* DIRECTIONS FOR THIS TASK *
Could you set down every entry exactly as it stands, without the images?

* EXTRACTED MATERIAL *
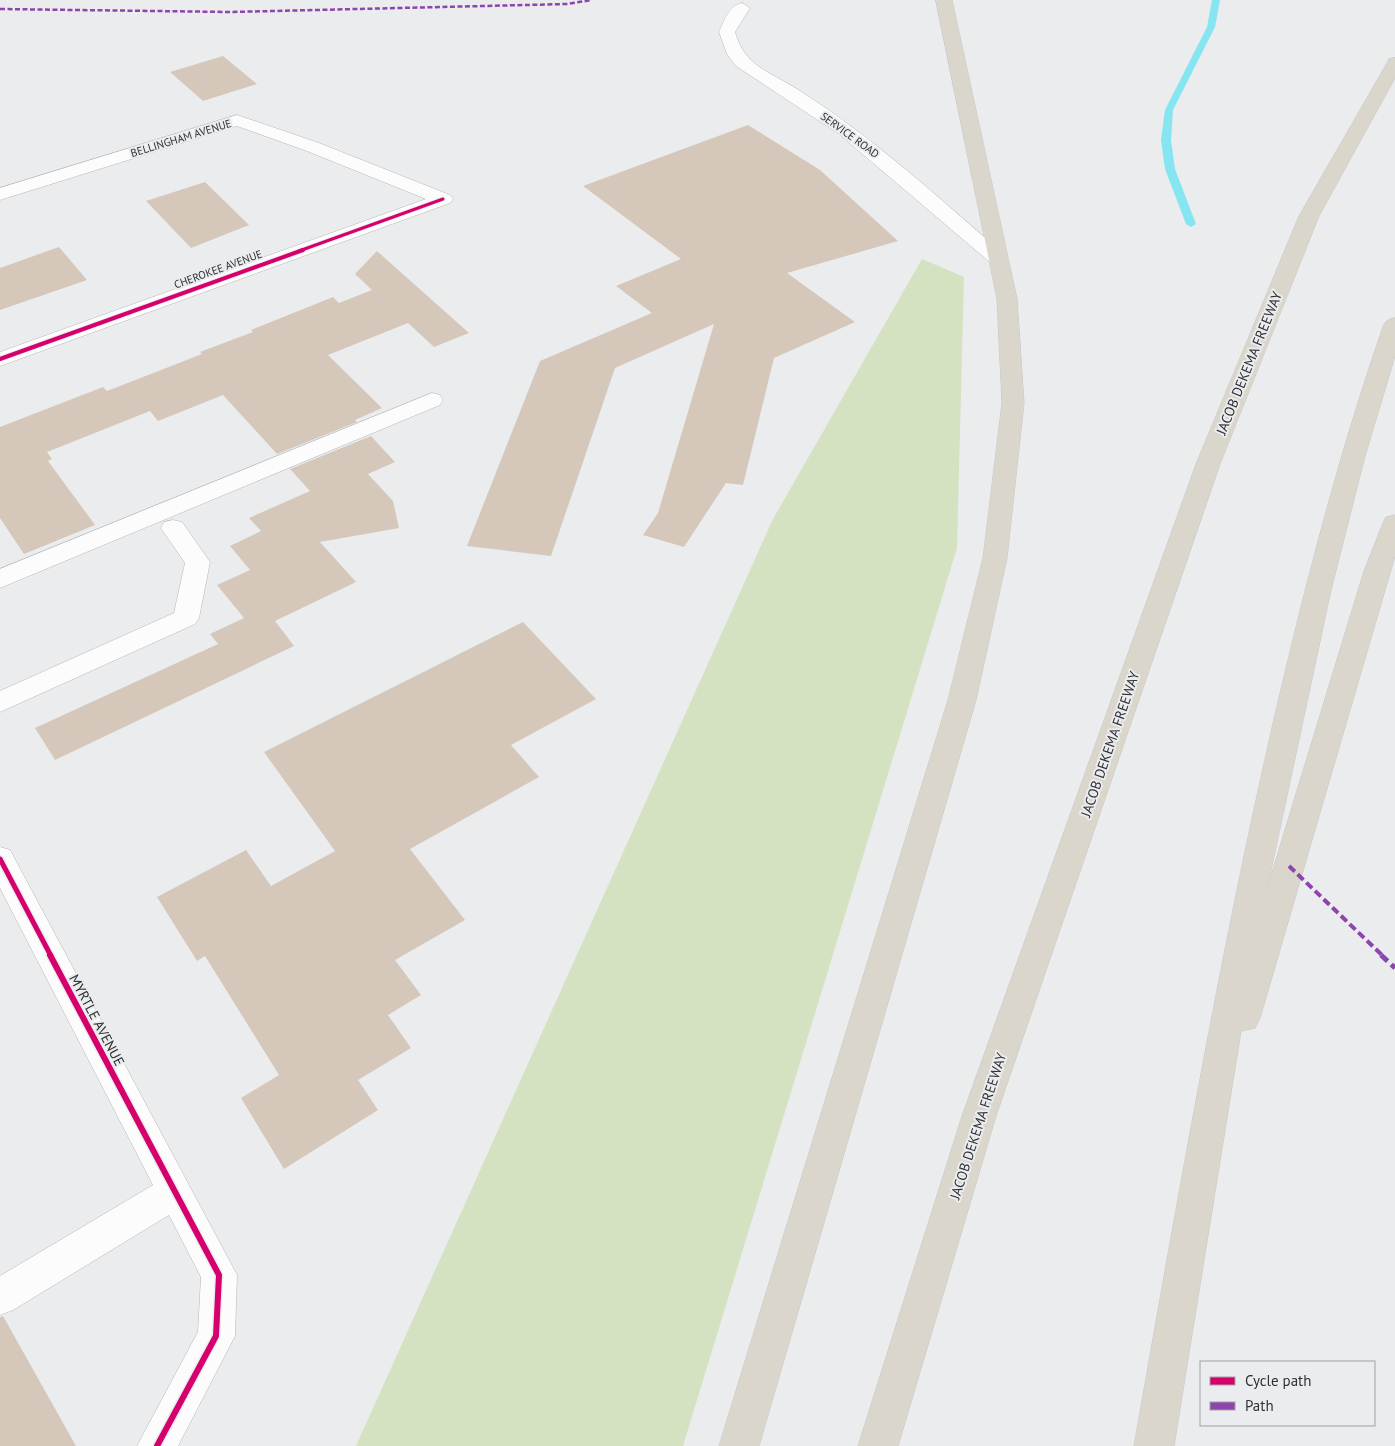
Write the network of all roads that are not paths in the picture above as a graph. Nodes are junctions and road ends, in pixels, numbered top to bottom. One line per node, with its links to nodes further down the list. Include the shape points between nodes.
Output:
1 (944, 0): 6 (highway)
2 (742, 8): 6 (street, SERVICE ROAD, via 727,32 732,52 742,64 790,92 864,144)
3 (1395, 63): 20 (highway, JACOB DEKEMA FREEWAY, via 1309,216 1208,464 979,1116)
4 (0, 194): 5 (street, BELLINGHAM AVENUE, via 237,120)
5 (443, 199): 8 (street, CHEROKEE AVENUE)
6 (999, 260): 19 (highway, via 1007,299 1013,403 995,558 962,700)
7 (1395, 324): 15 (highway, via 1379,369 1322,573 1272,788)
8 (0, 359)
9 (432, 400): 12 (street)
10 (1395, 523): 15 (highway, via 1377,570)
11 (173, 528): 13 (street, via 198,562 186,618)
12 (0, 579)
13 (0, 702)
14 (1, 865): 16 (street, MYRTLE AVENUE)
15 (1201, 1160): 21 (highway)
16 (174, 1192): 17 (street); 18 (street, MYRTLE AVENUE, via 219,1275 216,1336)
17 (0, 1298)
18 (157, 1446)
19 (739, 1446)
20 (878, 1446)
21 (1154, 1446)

* YOUR SOLUTION *
Write the network of all roads that are not paths in the picture above as a graph. Nodes are junctions and road ends, in pixels, numbered top to bottom. One line per node, with its links to nodes further down the list. Include the shape points between nodes.
Output:
1 (944, 0): 6 (highway)
2 (742, 8): 6 (street, SERVICE ROAD, via 727,32 732,52 742,64 790,92 864,144)
3 (1395, 63): 20 (highway, JACOB DEKEMA FREEWAY, via 1309,216 1208,464 979,1116)
4 (0, 194): 5 (street, BELLINGHAM AVENUE, via 237,120)
5 (443, 199): 8 (street, CHEROKEE AVENUE)
6 (999, 260): 19 (highway, via 1007,299 1013,403 995,558 962,700)
7 (1395, 324): 15 (highway, via 1379,369 1322,573 1272,788)
8 (0, 359)
9 (432, 400): 12 (street)
10 (1395, 523): 15 (highway, via 1377,570)
11 (173, 528): 13 (street, via 198,562 186,618)
12 (0, 579)
13 (0, 702)
14 (1, 865): 16 (street, MYRTLE AVENUE)
15 (1201, 1160): 21 (highway)
16 (174, 1192): 17 (street); 18 (street, MYRTLE AVENUE, via 219,1275 216,1336)
17 (0, 1298)
18 (157, 1446)
19 (739, 1446)
20 (878, 1446)
21 (1154, 1446)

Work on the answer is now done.